(Stored data)
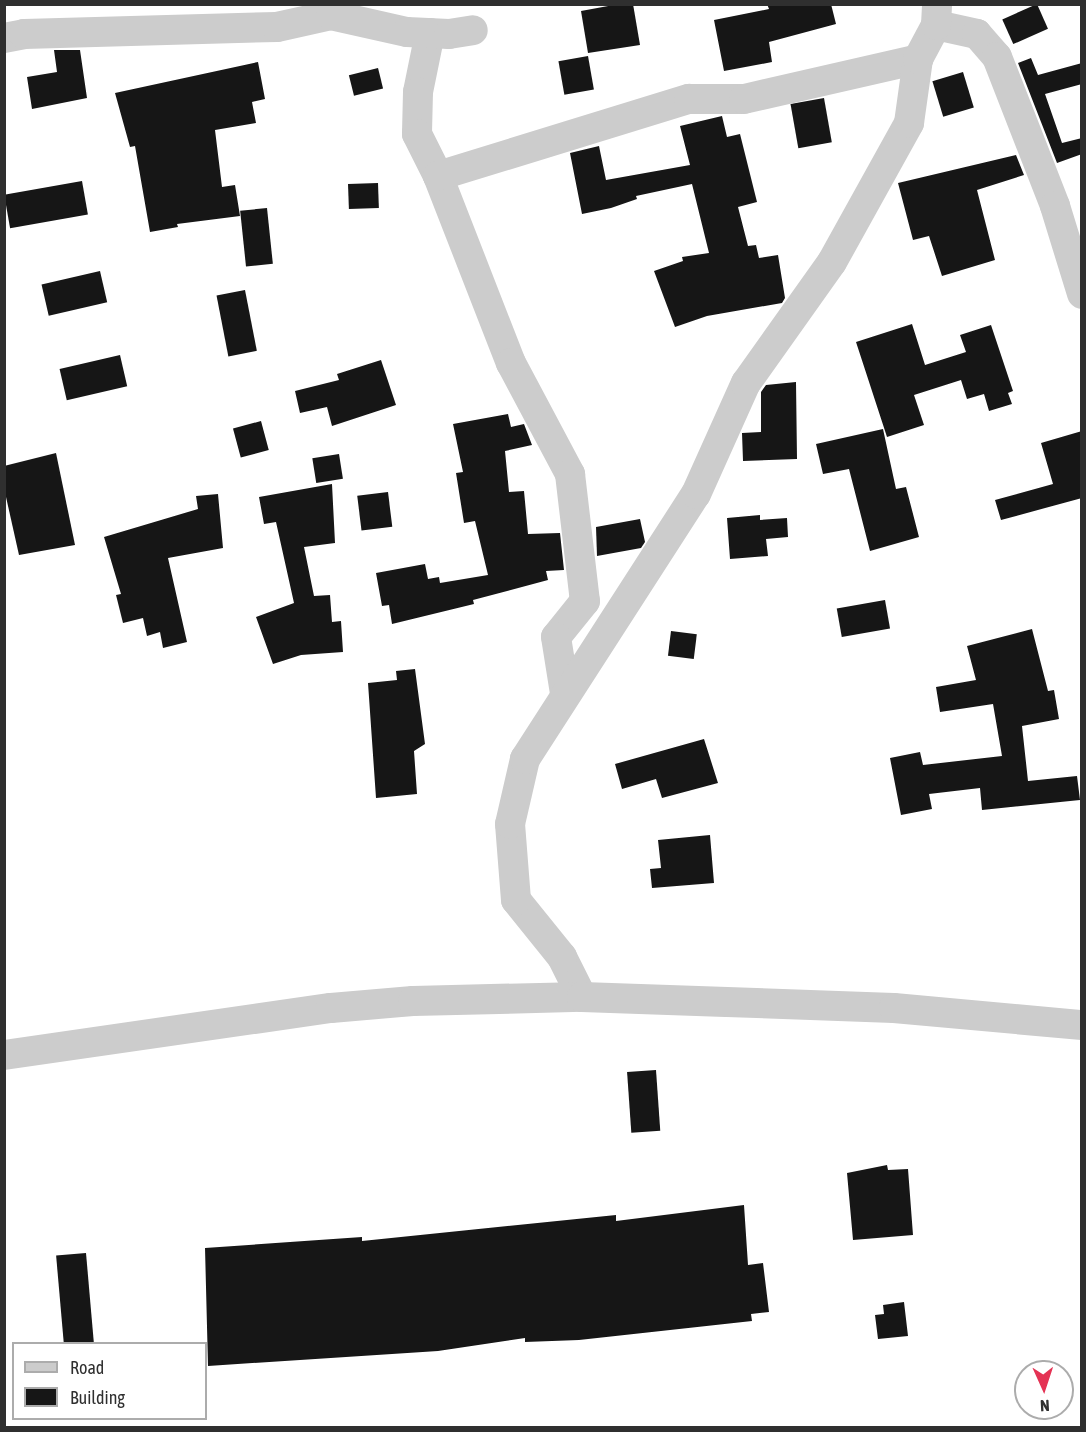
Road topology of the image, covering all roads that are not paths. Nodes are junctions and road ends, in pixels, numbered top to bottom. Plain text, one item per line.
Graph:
1 (937, 15) edge
2 (473, 30) dead end
3 (430, 33) junction
4 (4, 38) edge
5 (918, 59) junction
6 (438, 176) junction
7 (1082, 294) edge
8 (565, 693) junction
9 (582, 997) junction
10 (1082, 1025) edge
11 (4, 1055) edge

1 - 5 street
1 - 7 street
2 - 3 street
3 - 4 street
3 - 6 street
5 - 6 street
5 - 8 street
6 - 8 street
8 - 9 street
9 - 10 street
9 - 11 street

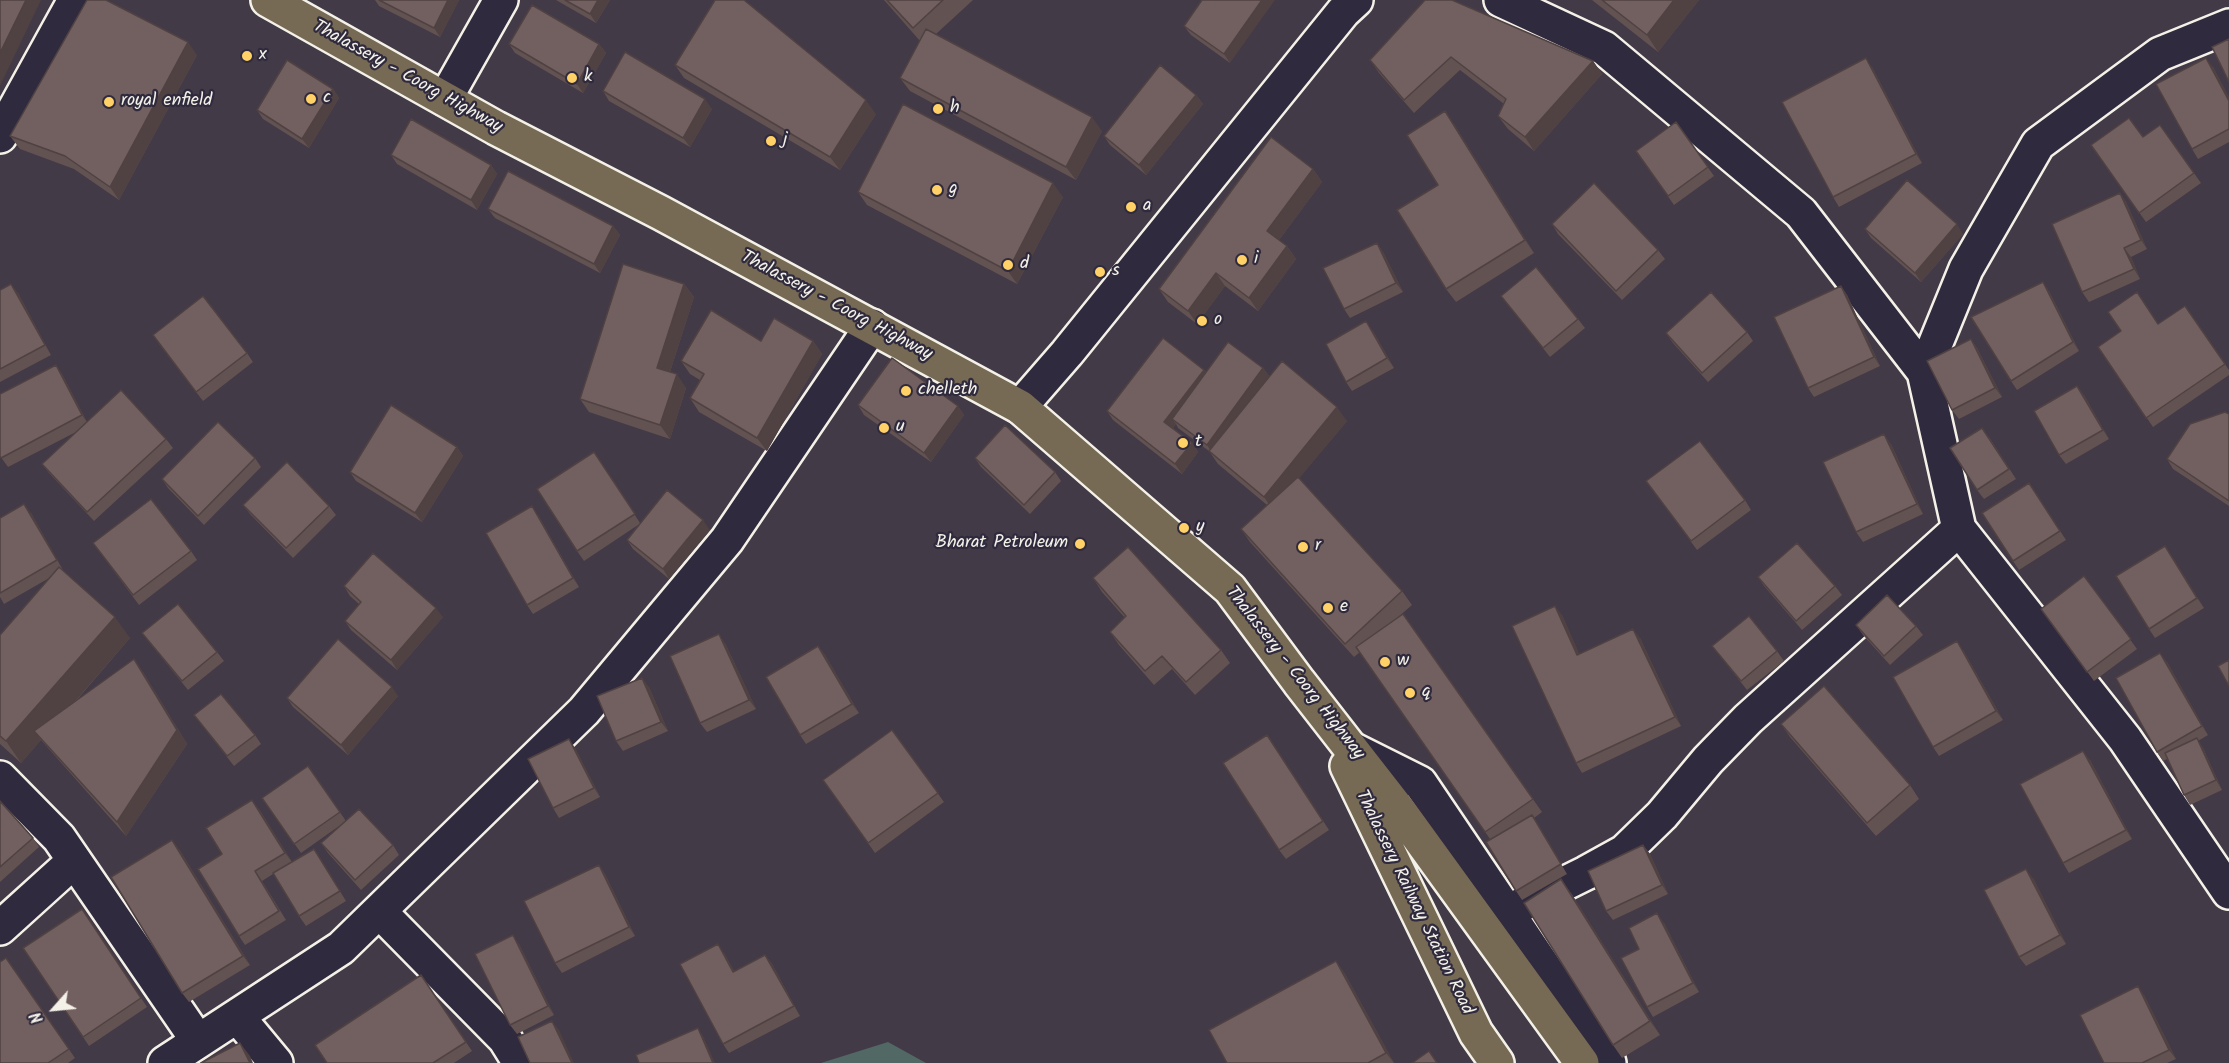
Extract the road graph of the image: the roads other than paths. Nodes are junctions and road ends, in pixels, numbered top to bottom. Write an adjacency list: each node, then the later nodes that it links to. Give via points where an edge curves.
1 (75, 0): 8 (street)
2 (268, 0): 7 (main road, Thalassery - Coorg Highway)
3 (501, 0): 7 (street)
4 (1501, 0): 10 (street, via 1604,48 1801,213)
5 (1342, 4): 11 (street, via 1068,353)
6 (2229, 26): 10 (street, via 2160,54 2038,144 1966,269)
7 (445, 99): 9 (main road, Thalassery - Coorg Highway)
8 (0, 136)
9 (872, 326): 11 (main road, Thalassery - Coorg Highway); 18 (street, via 727,540 584,711)
10 (1924, 372): 12 (street)
11 (1020, 407): 13 (main road, Thalassery - Coorg Highway, via 1230,589)
12 (1959, 529): 17 (street, via 2125,739); 19 (street, via 1748,719 1624,852)
13 (1319, 708): 14 (main road, Thalassery - Coorg Highway); 26 (main road, Thalassery Railway Station Road, via 1476,1033)
14 (1350, 748): 19 (street, via 1420,783); 27 (main road, Thalassery - Coorg Highway)
15 (0, 778): 16 (street, via 59,838)
16 (74, 861): 20 (street); 22 (street)
17 (2229, 892)
18 (379, 911): 21 (street, via 340,948); 25 (street, via 506,1039)
19 (1507, 912): 28 (street)
20 (0, 928)
21 (237, 1016): 22 (street); 24 (street)
22 (198, 1041): 23 (street)
23 (165, 1063)
24 (276, 1063)
25 (520, 1063)
26 (1497, 1063)
27 (1582, 1063)
28 (1610, 1063)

Problem statement » Set down every entry above again exactly, dropping each picture.

Task response »
Road topology of the image, covering all roads that are not paths. Nodes are junctions and road ends, in pixels, numbered top to bottom. Plain text, one item per line.
Graph:
1 (937, 15) edge
2 (473, 30) dead end
3 (430, 33) junction
4 (4, 38) edge
5 (918, 59) junction
6 (438, 176) junction
7 (1082, 294) edge
8 (565, 693) junction
9 (582, 997) junction
10 (1082, 1025) edge
11 (4, 1055) edge

1 - 5 street
1 - 7 street
2 - 3 street
3 - 4 street
3 - 6 street
5 - 6 street
5 - 8 street
6 - 8 street
8 - 9 street
9 - 10 street
9 - 11 street

Extract the road graph of the image: the roads other than paths. Nodes are junctions and road ends, in pixels, numbered top to bottom. Write an adjacency list: each node, then the later nodes that it links to. Give via points where an edge curves.
1 (75, 0): 8 (street)
2 (268, 0): 7 (main road, Thalassery - Coorg Highway)
3 (501, 0): 7 (street)
4 (1501, 0): 10 (street, via 1604,48 1801,213)
5 (1342, 4): 11 (street, via 1068,353)
6 (2229, 26): 10 (street, via 2160,54 2038,144 1966,269)
7 (445, 99): 9 (main road, Thalassery - Coorg Highway)
8 (0, 136)
9 (872, 326): 11 (main road, Thalassery - Coorg Highway); 18 (street, via 727,540 584,711)
10 (1924, 372): 12 (street)
11 (1020, 407): 13 (main road, Thalassery - Coorg Highway, via 1230,589)
12 (1959, 529): 17 (street, via 2125,739); 19 (street, via 1748,719 1624,852)
13 (1319, 708): 14 (main road, Thalassery - Coorg Highway); 26 (main road, Thalassery Railway Station Road, via 1476,1033)
14 (1350, 748): 19 (street, via 1420,783); 27 (main road, Thalassery - Coorg Highway)
15 (0, 778): 16 (street, via 59,838)
16 (74, 861): 20 (street); 22 (street)
17 (2229, 892)
18 (379, 911): 21 (street, via 340,948); 25 (street, via 506,1039)
19 (1507, 912): 28 (street)
20 (0, 928)
21 (237, 1016): 22 (street); 24 (street)
22 (198, 1041): 23 (street)
23 (165, 1063)
24 (276, 1063)
25 (520, 1063)
26 (1497, 1063)
27 (1582, 1063)
28 (1610, 1063)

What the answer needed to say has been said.